▶ Exercise requirements: In your copy of the entries, please include no pictures and return every word exactly.

▶ Material provided:

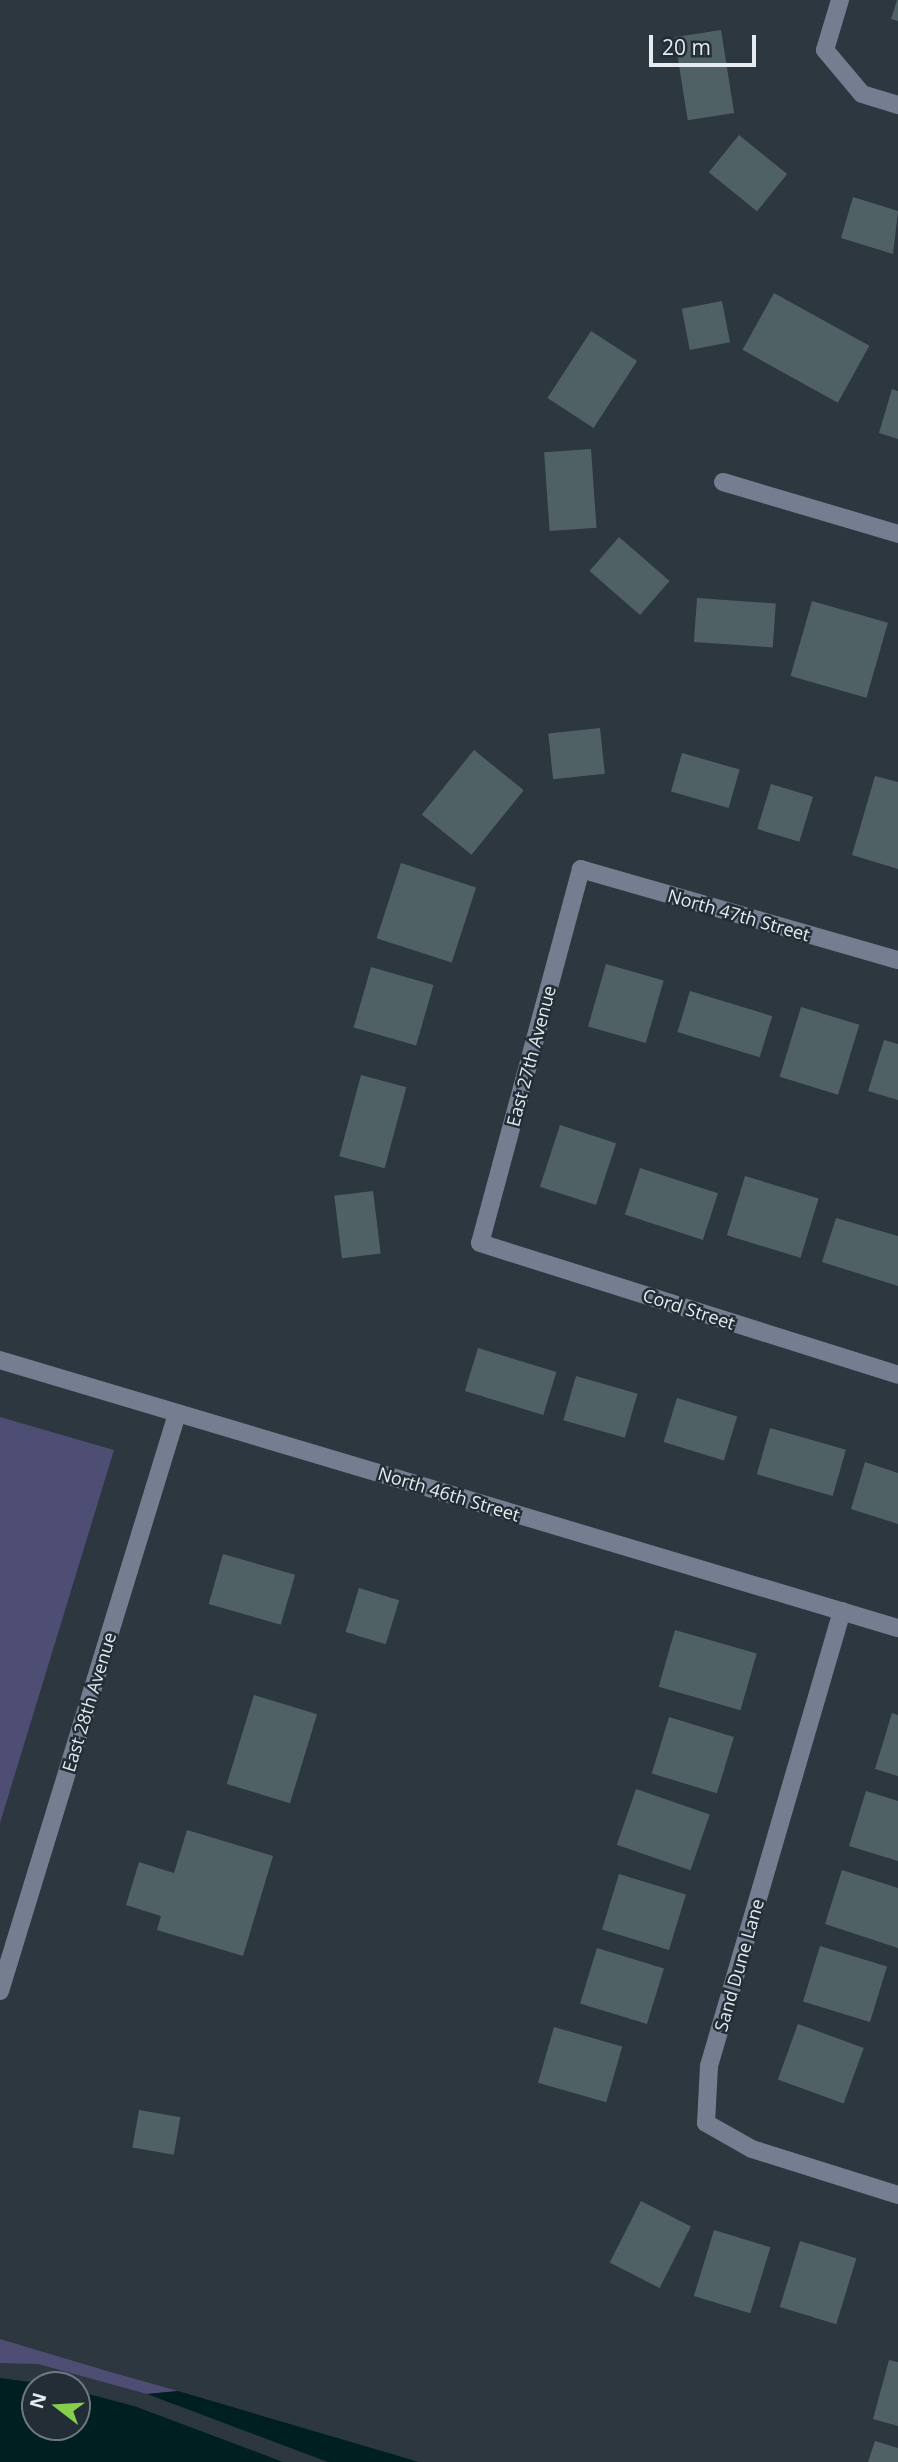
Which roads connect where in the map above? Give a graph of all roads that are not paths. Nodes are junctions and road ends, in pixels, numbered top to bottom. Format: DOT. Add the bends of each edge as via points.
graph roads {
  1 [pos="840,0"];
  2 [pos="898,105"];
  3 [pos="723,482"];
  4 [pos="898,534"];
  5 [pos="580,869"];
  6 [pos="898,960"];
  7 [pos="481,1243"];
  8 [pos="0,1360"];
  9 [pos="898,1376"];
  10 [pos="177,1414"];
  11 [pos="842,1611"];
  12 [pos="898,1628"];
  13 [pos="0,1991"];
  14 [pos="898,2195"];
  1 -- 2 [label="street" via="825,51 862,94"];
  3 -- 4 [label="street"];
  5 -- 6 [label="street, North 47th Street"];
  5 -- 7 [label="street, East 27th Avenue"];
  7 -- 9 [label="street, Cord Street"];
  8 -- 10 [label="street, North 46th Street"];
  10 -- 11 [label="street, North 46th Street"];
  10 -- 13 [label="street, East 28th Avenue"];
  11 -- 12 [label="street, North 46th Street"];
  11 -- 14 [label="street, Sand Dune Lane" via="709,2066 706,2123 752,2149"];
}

▶ Task answer:
Which roads connect where in the map above? Give a graph of all roads that are not paths. Nodes are junctions and road ends, in pixels, numbered top to bottom. Format: DOT. Add the bends of each edge as via points.
graph roads {
  1 [pos="840,0"];
  2 [pos="898,105"];
  3 [pos="723,482"];
  4 [pos="898,534"];
  5 [pos="580,869"];
  6 [pos="898,960"];
  7 [pos="481,1243"];
  8 [pos="0,1360"];
  9 [pos="898,1376"];
  10 [pos="177,1414"];
  11 [pos="842,1611"];
  12 [pos="898,1628"];
  13 [pos="0,1991"];
  14 [pos="898,2195"];
  1 -- 2 [label="street" via="825,51 862,94"];
  3 -- 4 [label="street"];
  5 -- 6 [label="street, North 47th Street"];
  5 -- 7 [label="street, East 27th Avenue"];
  7 -- 9 [label="street, Cord Street"];
  8 -- 10 [label="street, North 46th Street"];
  10 -- 11 [label="street, North 46th Street"];
  10 -- 13 [label="street, East 28th Avenue"];
  11 -- 12 [label="street, North 46th Street"];
  11 -- 14 [label="street, Sand Dune Lane" via="709,2066 706,2123 752,2149"];
}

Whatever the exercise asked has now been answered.